For clarity: a Celeron M is a Pentium M with smaller L2 cache.

He who is proved wrong will start a new thread in the programming section of CCC titled "L1 cache-line length", in which he makes a post that repeats the line "I am an idiot and know zilch about CPU architecture!" one hundred times, and signs that with its own name.

In case a web search will not conclusively indicate who is right, a test program will be run on the Pentium M to decide the question.

You agree to those conditions?

Gerd Isenberg · Post by **Gerd Isenberg** » Sun Jan 25, 2009 11:10 am

bob wrote:
hgm wrote:Everyone knows that that cache-line length has been 64 bytes for nearly a decade! (Ever since DDR memory was introduced, and the memory burst cycle was increased from 4 to 8 words.)
Care to make a small wager? L1 is _not_ 64 bytes per line. And L2 on the PIV was _not_ 64 bytes. Occasionally you might want to check your facts before writing something that _anybody_ can prove wrong as in this trivial case. My core-2 is 32/64 line size for L1/L2. The machine in my office (PIV xeon) is 32/128. The cluster with dual quads are all 32/64 linesizes.

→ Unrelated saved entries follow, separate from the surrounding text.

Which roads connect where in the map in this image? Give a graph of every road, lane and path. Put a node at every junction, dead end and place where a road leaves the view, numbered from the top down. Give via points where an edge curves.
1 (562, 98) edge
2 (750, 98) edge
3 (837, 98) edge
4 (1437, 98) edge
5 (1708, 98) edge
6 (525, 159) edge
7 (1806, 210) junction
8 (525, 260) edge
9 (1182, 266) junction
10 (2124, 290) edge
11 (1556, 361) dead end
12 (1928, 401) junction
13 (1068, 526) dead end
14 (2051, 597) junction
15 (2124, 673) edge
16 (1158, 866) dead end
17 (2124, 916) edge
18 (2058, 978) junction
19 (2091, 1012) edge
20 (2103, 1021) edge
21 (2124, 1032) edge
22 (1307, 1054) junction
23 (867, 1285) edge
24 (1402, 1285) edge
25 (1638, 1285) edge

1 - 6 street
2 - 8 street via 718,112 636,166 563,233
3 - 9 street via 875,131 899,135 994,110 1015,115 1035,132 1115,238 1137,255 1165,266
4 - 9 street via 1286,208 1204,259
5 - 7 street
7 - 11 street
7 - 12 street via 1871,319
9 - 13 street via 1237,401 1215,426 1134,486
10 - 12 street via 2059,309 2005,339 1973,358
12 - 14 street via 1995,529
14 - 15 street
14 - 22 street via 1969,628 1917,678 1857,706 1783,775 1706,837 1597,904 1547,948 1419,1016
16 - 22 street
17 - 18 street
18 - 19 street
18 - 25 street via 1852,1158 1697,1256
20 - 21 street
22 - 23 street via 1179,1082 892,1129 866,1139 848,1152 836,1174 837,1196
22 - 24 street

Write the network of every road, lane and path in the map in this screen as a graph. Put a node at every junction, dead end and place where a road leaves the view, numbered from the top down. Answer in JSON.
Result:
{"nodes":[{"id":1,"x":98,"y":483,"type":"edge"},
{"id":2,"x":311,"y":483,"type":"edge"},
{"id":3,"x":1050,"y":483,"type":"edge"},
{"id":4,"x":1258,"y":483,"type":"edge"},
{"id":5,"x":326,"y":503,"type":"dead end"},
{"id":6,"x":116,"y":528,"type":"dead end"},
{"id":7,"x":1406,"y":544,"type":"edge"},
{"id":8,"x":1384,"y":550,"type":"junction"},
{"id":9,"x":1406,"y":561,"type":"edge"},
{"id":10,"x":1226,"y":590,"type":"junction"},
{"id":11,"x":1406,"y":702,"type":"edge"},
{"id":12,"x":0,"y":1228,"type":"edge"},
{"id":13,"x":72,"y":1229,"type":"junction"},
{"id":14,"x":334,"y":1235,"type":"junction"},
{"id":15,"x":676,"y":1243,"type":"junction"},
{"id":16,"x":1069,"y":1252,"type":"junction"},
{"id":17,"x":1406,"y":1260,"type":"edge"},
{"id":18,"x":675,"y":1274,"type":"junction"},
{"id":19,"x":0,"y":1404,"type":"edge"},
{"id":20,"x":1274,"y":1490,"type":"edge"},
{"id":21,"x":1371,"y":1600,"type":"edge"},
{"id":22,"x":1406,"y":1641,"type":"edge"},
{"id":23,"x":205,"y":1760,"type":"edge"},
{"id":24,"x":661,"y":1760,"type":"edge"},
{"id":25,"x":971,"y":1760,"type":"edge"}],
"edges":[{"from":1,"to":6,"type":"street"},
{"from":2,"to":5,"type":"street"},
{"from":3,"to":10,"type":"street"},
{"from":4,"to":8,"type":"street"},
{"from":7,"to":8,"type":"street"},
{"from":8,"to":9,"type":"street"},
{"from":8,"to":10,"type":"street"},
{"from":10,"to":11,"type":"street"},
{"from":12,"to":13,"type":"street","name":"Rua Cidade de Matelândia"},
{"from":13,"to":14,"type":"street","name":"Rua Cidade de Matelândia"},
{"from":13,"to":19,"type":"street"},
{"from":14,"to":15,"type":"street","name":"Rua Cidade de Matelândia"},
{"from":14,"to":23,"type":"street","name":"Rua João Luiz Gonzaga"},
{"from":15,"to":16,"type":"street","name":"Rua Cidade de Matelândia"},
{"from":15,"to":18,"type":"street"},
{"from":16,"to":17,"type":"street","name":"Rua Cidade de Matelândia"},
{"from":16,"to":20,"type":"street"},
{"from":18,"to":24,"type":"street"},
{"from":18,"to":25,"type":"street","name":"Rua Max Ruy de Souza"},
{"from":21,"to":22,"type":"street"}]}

Do you have any more "wisdom" to pass along???

Just do a google search, then report back with what "everybody" knows, yourself excluded...

And, for the record, my point still stands. Unaligned memory accesses are _bad_. I don't care what you "think" the penalty is. I _know_ what it is. From extra micro-ops generated at instruction decode, to almost 25% of L1/L2 cache hits taking 2x the normal hit penalty, and then there is the miss penalty of filling two lines from the next lower level down, depending on whether your L1 cache miss also is a dual-penalty L2 cache miss since, contrary to your believe, L1 and L2 do _not_ have the same linesize in X86 or X86-64. And there are other parts of this that are also bad, as you can overflow to the next virtual page as well, which is _really_ bad.

And there are many processors that don't even allow unaligned accesses so you exclude yourself from using those, such as the SPARC, etc... And the unaligned penalty is getting _worse_ not better as architecture marches on. I7 being a good example.

But "most" of us understand and know that... I was just trying to help you join "most". If it didn't work, that's ok. Follow all the bad programming practices you want. It is your program...

Can you provide a link to a site for 32 byte cache lines of recent x86 processors? As HG, I am only aware of 64 byte wide L1 cache lines for intel as well as AMD.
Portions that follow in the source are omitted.